Recovery
Recovery is the process of restoring systems to a known safe state, validating that backups are safe or unaffected by the incident prior to restoration, testing to verify that the systems are working properly post-restoration, and addressing vulnerabilities associated with the security event.
The order of recovery depends on your organization’s requirements. As part of the process of recovery, you should perform a business impact analysis to determine, at minimum:
-
Business or dependency priorities
-
The restoration plan
-
Authentication and authorization
The NIST SP 800-61 Computer Security Incident Handling Guide provides several steps to recover systems, including:
-
Restoring systems from clean backups.
-
Verify that backups are evaluated before restoring to systems to make sure that the infection is not present and to prevent resurgence of the security event.
Backups should be evaluated on a regular basis as part of disaster recovery testing to verify that the backup mechanism is working properly and the data integrity meets recovery point objectives.
-
If possible, use backups from before the first event timestamp identified as part of root cause analysis.
-
-
Rebuilding systems from scratch, including redeploying from trusted source using automation, sometime in a new AWS account.
-
Replacing compromised files with clean versions.

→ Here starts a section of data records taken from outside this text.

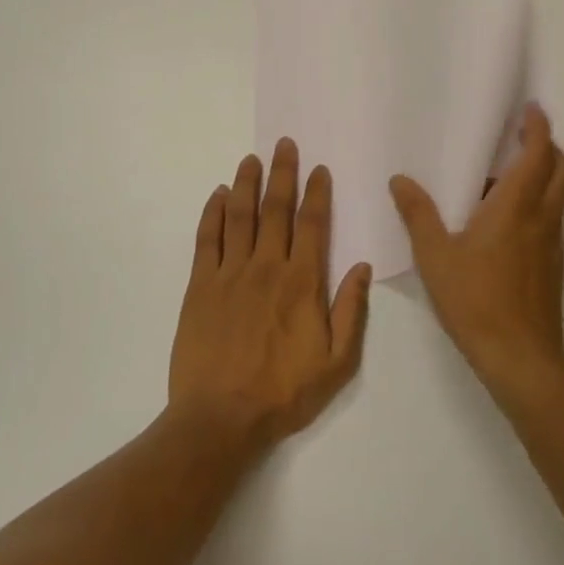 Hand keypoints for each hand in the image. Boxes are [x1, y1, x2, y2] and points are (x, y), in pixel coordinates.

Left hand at [169, 139, 371, 452]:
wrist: (219, 420)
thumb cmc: (283, 393)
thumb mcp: (336, 362)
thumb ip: (351, 311)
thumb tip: (363, 266)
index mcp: (302, 283)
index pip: (313, 225)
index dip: (317, 193)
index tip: (319, 168)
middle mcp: (267, 267)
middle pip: (276, 210)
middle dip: (282, 174)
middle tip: (284, 144)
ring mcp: (230, 274)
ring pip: (240, 216)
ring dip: (247, 183)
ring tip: (252, 158)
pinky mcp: (200, 286)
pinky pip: (207, 239)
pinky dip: (213, 213)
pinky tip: (219, 194)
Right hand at [390, 104, 563, 401]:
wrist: (520, 357)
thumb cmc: (476, 300)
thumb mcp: (435, 256)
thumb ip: (418, 215)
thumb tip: (400, 180)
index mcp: (516, 206)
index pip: (539, 153)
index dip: (539, 127)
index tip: (530, 110)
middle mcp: (543, 217)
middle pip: (561, 168)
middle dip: (547, 146)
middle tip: (521, 137)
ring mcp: (553, 242)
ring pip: (560, 194)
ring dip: (544, 174)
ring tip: (505, 177)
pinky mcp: (554, 264)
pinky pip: (553, 218)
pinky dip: (540, 203)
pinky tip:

You should exercise great caution when doing this. You must be absolutely certain the file you are recovering is known safe and unaffected by the incident
-
Installing patches.
-
Changing passwords.
-
This includes passwords for IAM principals that might have been abused.
-
If possible, we recommend using roles for IAM principals and federation as part of a least privilege strategy.
-
-
Tightening network perimeter security (firewall rulesets, boundary router access control lists).
Once the resources have been recovered, it is important to capture lessons learned to update incident response policies, procedures, and guides.
In summary, it is imperative to implement a recovery process that facilitates a return to known safe operations. Recovery can take a long time and requires a close linkage with containment strategies to balance business impact against risk of reinfection. Recovery procedures should include steps for restoring resources and services, IAM principals, and performing a security review of the account to assess residual risk.